Records to use |

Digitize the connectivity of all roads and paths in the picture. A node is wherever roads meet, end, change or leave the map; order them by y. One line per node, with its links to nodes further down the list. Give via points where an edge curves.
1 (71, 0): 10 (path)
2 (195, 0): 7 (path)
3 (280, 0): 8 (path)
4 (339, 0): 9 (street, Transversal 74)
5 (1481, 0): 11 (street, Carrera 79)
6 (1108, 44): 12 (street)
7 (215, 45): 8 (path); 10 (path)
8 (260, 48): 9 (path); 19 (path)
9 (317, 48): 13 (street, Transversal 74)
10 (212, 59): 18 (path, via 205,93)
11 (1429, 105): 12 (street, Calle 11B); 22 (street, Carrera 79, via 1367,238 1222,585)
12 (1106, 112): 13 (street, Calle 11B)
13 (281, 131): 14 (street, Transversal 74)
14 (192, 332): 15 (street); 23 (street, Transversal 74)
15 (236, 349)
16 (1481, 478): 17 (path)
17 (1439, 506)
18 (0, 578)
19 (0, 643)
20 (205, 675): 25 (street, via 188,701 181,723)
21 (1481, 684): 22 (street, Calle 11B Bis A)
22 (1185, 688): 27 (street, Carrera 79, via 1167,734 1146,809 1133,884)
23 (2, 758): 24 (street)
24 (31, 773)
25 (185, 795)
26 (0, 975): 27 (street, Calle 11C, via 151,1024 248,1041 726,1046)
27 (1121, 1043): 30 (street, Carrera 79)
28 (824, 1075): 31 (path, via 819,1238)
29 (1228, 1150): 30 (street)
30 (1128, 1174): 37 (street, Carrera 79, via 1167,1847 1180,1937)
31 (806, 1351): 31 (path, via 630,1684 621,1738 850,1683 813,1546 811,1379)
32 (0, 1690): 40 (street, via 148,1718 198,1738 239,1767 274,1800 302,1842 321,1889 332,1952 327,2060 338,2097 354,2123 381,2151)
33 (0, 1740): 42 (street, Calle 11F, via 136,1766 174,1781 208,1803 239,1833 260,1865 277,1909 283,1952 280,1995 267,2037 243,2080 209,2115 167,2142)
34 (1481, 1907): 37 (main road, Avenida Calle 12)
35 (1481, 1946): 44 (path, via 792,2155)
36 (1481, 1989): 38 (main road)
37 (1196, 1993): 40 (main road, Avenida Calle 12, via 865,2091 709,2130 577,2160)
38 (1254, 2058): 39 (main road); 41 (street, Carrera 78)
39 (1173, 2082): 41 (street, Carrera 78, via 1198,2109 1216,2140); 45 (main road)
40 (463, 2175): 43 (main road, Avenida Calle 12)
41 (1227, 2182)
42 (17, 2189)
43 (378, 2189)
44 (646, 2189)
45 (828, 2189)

Your instructions |
Could you output all of the records above exactly as given?

Answer for the task |
Digitize the connectivity of all roads and paths in the picture. A node is wherever roads meet, end, change or leave the map; order them by y. One line per node, with its links to nodes further down the list. Give via points where an edge curves.
1 (71, 0): 10 (path)
2 (195, 0): 7 (path)
3 (280, 0): 8 (path)
4 (339, 0): 9 (street, Transversal 74)
5 (1481, 0): 11 (street, Carrera 79)
6 (1108, 44): 12 (street)
7 (215, 45): 8 (path); 10 (path)
8 (260, 48): 9 (path); 19 (path)
9 (317, 48): 13 (street, Transversal 74)
10 (212, 59): 18 (path, via 205,93)
11 (1429, 105): 12 (street, Calle 11B); 22 (street, Carrera 79, via 1367,238 1222,585)
12 (1106, 112): 13 (street, Calle 11B)
13 (281, 131): 14 (street, Transversal 74)
14 (192, 332): 15 (street); 23 (street, Transversal 74)
15 (236, 349)
16 (1481, 478): 17 (path)
17 (1439, 506)
18 (0, 578)
19 (0, 643)
20 (205, 675): 25 (street, via 188,701 181,723)
21 (1481, 684): 22 (street, Calle 11B Bis A)
22 (1185, 688): 27 (street, Carrera 79, via 1167,734 1146,809 1133,884)
23 (2, 758): 24 (street)
24 (31, 773)
25 (185, 795)
26 (0, 975): 27 (street, Calle 11C, via 151,1024 248,1041 726,1046)
27 (1121, 1043): 30 (street, Carrera 79)
28 (824, 1075): 31 (path, via 819,1238)
29 (1228, 1150): 30 (street)
30 (1128, 1174): 37 (street, Carrera 79, via 1167,1847 1180,1937)
31 (806, 1351): 31 (path, via 630,1684 621,1738 850,1683 813,1546 811,1379)
32 (0, 1690): 40 (street, via 148,1718 198,1738 239,1767 274,1800 302,1842 321,1889 332,1952 327,2060 338,2097 354,2123 381,2151)
33 (0, 1740): 42 (street, Calle 11F, via 136,1766 174,1781 208,1803 239,1833 260,1865 277,1909 283,1952 280,1995 267,2037 243,2080 209,2115 167,2142)
34 (1481, 1907): 37 (main road, Avenida Calle 12)
35 (1481, 1946): 44 (path, via 792,2155)
36 (1481, 1989): 38 (main road)
37 (1196, 1993): 40 (main road, Avenida Calle 12, via 865,2091 709,2130 577,2160)
38 (1254, 2058): 39 (main road); 41 (street, Carrera 78)
39 (1173, 2082): 41 (street, Carrera 78, via 1198,2109 1216,2140); 45 (main road)
40 (463, 2175): 43 (main road, Avenida Calle 12)
41 (1227, 2182)
42 (17, 2189)
43 (378, 2189)
44 (646, 2189)
45 (828, 2189)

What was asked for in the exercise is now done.